Stored data
-- -- --

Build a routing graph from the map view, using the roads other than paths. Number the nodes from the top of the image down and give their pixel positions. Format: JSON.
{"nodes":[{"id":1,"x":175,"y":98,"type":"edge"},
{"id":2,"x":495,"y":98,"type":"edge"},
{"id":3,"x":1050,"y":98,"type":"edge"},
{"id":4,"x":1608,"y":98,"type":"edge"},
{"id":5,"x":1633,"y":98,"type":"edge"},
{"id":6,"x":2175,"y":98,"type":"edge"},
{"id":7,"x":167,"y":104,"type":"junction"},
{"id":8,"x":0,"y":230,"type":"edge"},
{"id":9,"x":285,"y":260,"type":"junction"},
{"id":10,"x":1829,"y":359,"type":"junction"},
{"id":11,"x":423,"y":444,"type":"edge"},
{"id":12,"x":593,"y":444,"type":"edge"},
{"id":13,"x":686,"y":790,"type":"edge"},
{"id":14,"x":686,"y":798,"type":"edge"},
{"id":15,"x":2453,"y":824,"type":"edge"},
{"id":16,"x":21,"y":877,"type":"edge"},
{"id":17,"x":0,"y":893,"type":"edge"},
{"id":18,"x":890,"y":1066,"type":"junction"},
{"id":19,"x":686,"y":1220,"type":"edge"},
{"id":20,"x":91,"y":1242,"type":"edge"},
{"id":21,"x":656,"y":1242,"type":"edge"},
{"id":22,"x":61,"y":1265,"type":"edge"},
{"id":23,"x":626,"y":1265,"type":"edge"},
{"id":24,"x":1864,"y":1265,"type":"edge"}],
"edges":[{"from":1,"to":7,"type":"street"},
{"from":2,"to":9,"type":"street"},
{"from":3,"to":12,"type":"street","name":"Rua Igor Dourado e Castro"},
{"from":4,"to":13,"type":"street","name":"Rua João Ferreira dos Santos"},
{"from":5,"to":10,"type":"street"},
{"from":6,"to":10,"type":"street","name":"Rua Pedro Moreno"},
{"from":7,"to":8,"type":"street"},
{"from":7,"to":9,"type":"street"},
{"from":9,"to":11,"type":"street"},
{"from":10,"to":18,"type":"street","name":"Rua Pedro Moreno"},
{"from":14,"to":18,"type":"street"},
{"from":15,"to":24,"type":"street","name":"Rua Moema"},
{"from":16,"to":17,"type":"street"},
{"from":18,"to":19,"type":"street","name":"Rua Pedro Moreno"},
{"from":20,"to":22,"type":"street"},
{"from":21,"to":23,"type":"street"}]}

-- -- --

Task instructions
The expected answer is a copy of each line in the records that holds the word "Moreno".

Exercise solution
{"from":6,"to":10,"type":"street","name":"Rua Pedro Moreno"},
{"from":10,"to":18,"type":"street","name":"Rua Pedro Moreno"},
{"from":18,"to":19,"type":"street","name":"Rua Pedro Moreno"},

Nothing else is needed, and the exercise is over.